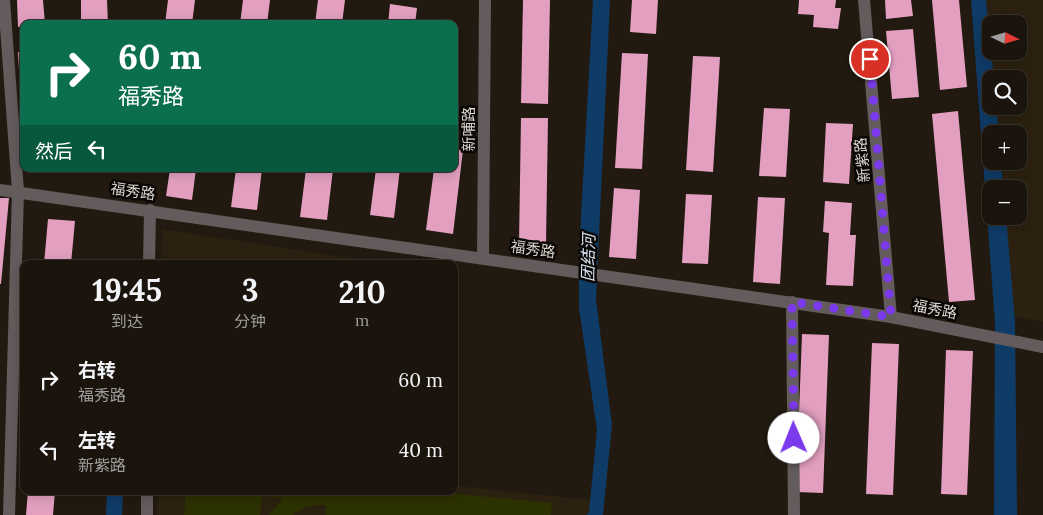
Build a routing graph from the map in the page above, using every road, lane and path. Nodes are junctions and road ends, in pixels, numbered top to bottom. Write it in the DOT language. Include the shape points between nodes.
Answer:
graph roads {
  1 [pos="4,0"];
  2 [pos="485,0"];
  3 [pos="864,0"];
  4 [pos="0,190"];
  5 [pos="18,191"];
  6 [pos="150,210"];
  7 [pos="483,258"];
  8 [pos="149,260"];
  9 [pos="792,302"];
  10 [pos="891,317"];
  11 [pos="1043,347"];
  12 [pos="18,418"];
  13 [pos="147,495"];
  14 [pos="9,515"];
  15 [pos="147,515"];
  16 [pos="794,515"];
  1 -- 5 [label="street"];
  2 -- 7 [label="street, 新哺路"];
  3 -- 10 [label="street, 新紫路"];
  4 -- 5 [label="street, 福秀路"];
  5 -- 6 [label="street, 福秀路"];
  5 -- 12 [label="street"];
  6 -- 7 [label="street, 福秀路"];
  6 -- 8 [label="street"];
  7 -- 9 [label="street, 福秀路"];
  9 -- 10 [label="street, 福秀路"];
  9 -- 16 [label="street"];
  10 -- 11 [label="street, 福秀路"];
  12 -- 14 [label="street"];
  13 -- 15 [label="street"];
}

++++++++++

→ TASK REQUIREMENTS: Print the listing exactly, pictures excluded.

→ WRITTEN SOLUTION:
Build a routing graph from the map in the page above, using every road, lane and path. Nodes are junctions and road ends, in pixels, numbered top to bottom. Write it in the DOT language. Include the shape points between nodes.
Answer:
graph roads {
  1 [pos="4,0"];
  2 [pos="485,0"];
  3 [pos="864,0"];
  4 [pos="0,190"];
  5 [pos="18,191"];
  6 [pos="150,210"];
  7 [pos="483,258"];
  8 [pos="149,260"];
  9 [pos="792,302"];
  10 [pos="891,317"];
  11 [pos="1043,347"];
  12 [pos="18,418"];
  13 [pos="147,495"];
  14 [pos="9,515"];
  15 [pos="147,515"];
  16 [pos="794,515"];
  1 -- 5 [label="street"];
  2 -- 7 [label="street, 新哺路"];
  3 -- 10 [label="street, 新紫路"];
  4 -- 5 [label="street, 福秀路"];
  5 -- 6 [label="street, 福秀路"];
  5 -- 12 [label="street"];
  6 -- 7 [label="street, 福秀路"];
  6 -- 8 [label="street"];
  7 -- 9 [label="street, 福秀路"];
  9 -- 10 [label="street, 福秀路"];
  9 -- 16 [label="street"];
  10 -- 11 [label="street, 福秀路"];
  12 -- 14 [label="street"];
  13 -- 15 [label="street"];
}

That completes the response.